Petitioner's reliance on the Second Circuit's holding in United States v. Gordon, 156 F.3d 376 (2d Cir. 1998), equally is unavailing because it is inapposite. In Gordon, the habeas petitioner's counsel misinformed him that his potential sentencing exposure would be 120 months' incarceration pursuant to any conviction under the indictment. 156 F.3d at 377. Based upon that information, the habeas petitioner declined a plea offer that would have exposed him to an 84-month prison sentence and elected to proceed to a bench trial at which he was found guilty on all twelve counts of the indictment. Id. The Probation Department then prepared a pre-sentence investigation report concluding that the habeas petitioner's appropriate guideline range was 262 to 327 months' imprisonment. Id. The Second Circuit held that this misinformation constituted ineffective assistance of counsel because the reliance on counsel's gross underestimation of the maximum sentencing exposure prejudiced the habeas petitioner and fell below an objective standard of reasonableness, thus satisfying the two-prong Strickland test.

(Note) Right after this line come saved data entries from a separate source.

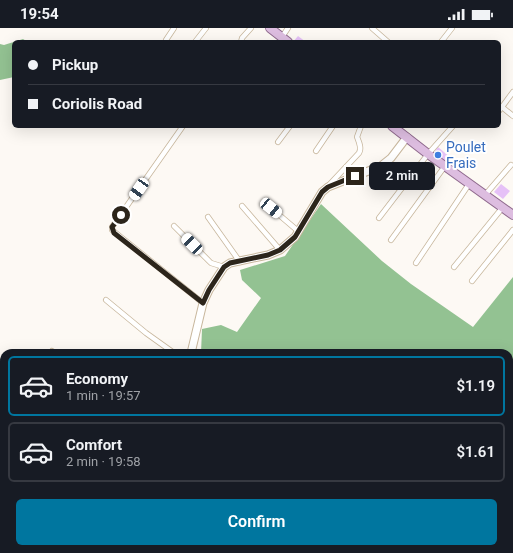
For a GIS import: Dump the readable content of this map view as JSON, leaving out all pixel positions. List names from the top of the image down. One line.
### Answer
{"places":["Poulet Frais"],"page":{"status":"19:54","banner":["Pickup","Coriolis Road"],"bubble":"2 min","list":[{"name":"Economy","note":"1 min · 19:57","value":"$1.19"},{"name":"Comfort","note":"2 min · 19:58","value":"$1.61"}],"buttons":"Confirm"}}
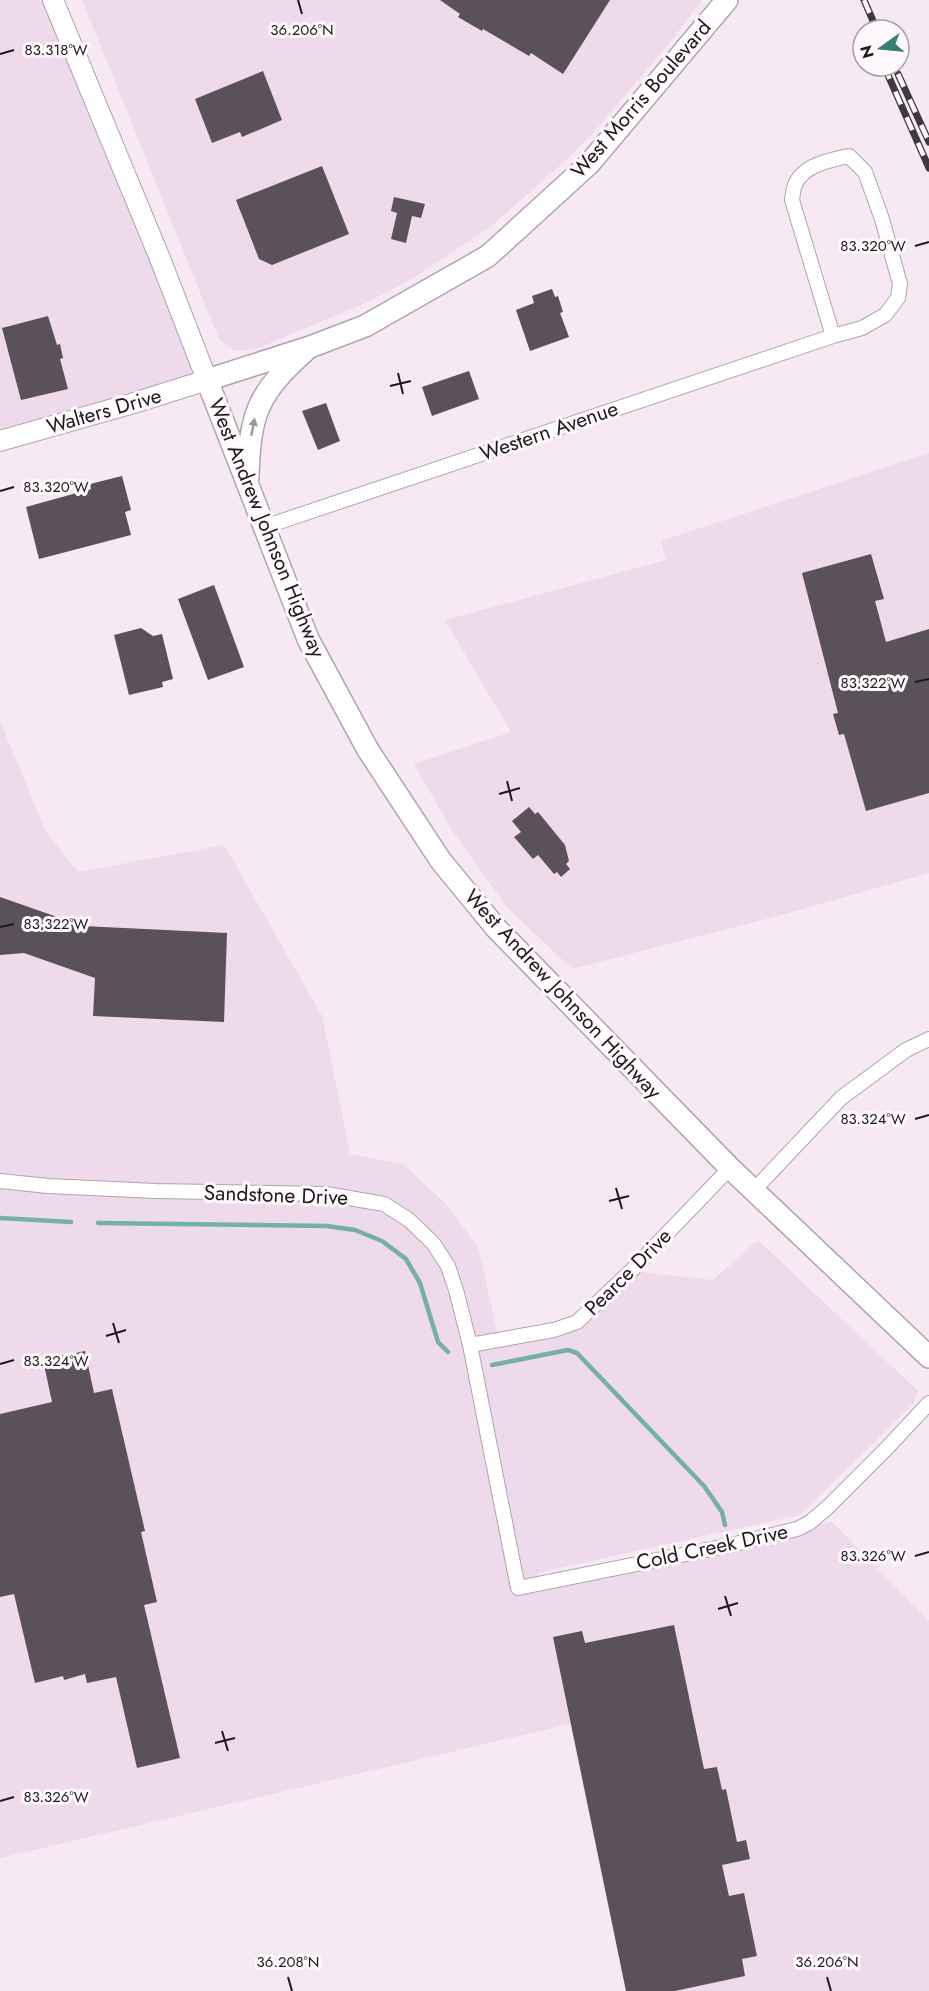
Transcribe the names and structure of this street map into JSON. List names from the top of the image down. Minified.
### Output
{"streets":{"main road":["West Morris Boulevard","Walters Drive","West Andrew Johnson Highway"],"street":["Western Avenue","Sandstone Drive","Pearce Drive","Cold Creek Drive"]},"crossings":[["West Morris Boulevard","Walters Drive"],["West Morris Boulevard","West Andrew Johnson Highway"],["Walters Drive","West Andrew Johnson Highway"],["Western Avenue","West Andrew Johnson Highway"],["West Andrew Johnson Highway","Pearce Drive"],["Sandstone Drive","Pearce Drive"],["Sandstone Drive","Cold Creek Drive"]],"north":"left","coordinates":["36.206°N","83.318°W","83.320°W","83.322°W","83.324°W","83.326°W","36.208°N"]}
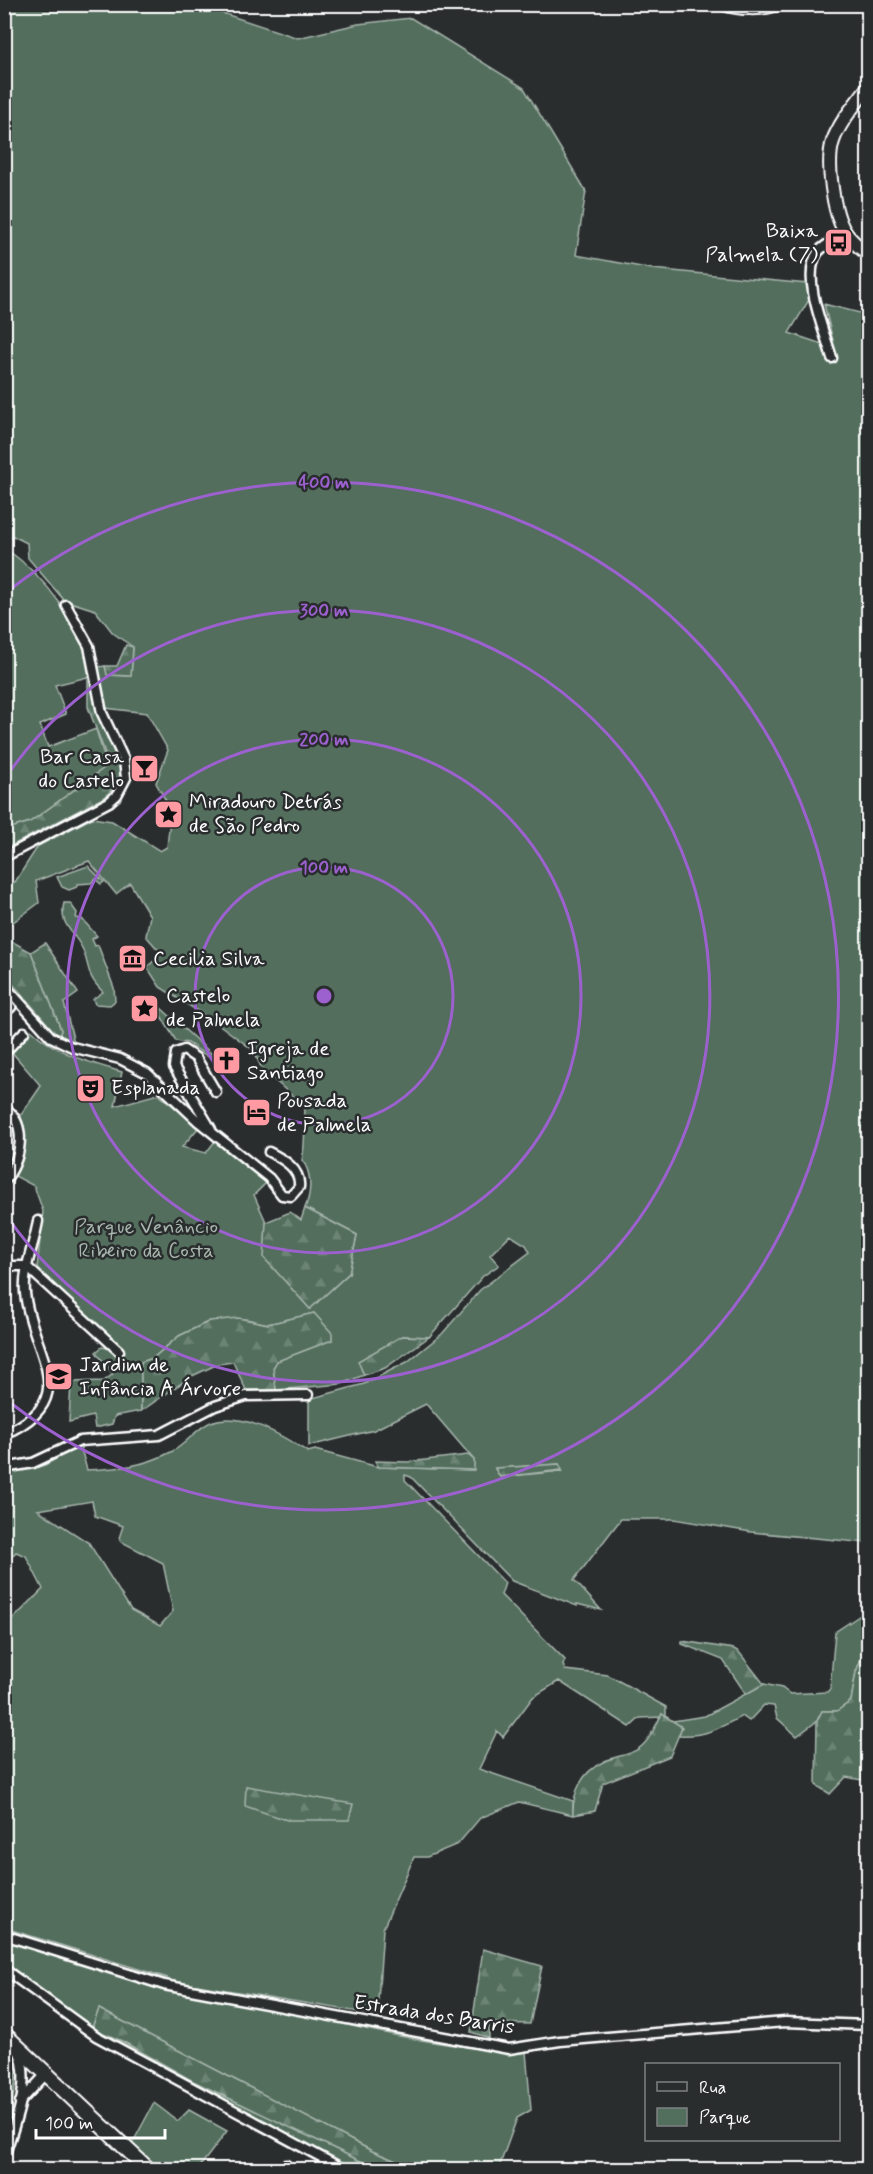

Id. at 380-81.

The facts in the instant matter are distinguishable fundamentally from those in Gordon. Here, Petitioner does not allege that counsel erroneously advised him with respect to his maximum sentencing exposure, but rather alleges that counsel failed to communicate to him a plea offer that he would have accepted. For the reasons set forth above, Petitioner's ineffective assistance of counsel claim fails.

II. Petitioner's Claim of Innocence

"[A] habeas petitioner may use his claim of actual innocence as a gateway, or a means of excusing his procedural default, that enables him to obtain review of his constitutional challenges to his conviction." Rivas v. Fischer, 687 F.3d 514, 539 (2d Cir. 2012) (internal quotation marks and citation omitted). According to the standard enunciated by the Supreme Court in Schlup v. Delo, 513 U.S. 298 (1995), "a credible and compelling claim of actual innocence may provide a gateway through other procedural barriers to habeas relief." Rivas, 687 F.3d at 517 (internal quotation marks and citation omitted). However, for a claim of actual innocence to be deemed credible, as is required to overcome a procedural default on federal habeas review, it must be supported with new reliable evidence, whether it be exculpatory scientific evidence, veritable eyewitness accounts, or critical physical evidence, that was not presented at trial. Id. at 541. "For the claim to be compelling, the petitioner must demonstrate that more likely than not, in light of the new evidence, no reasonable juror would find him guilty beyond a reasonable doubt." Id. (internal quotation marks and citation omitted).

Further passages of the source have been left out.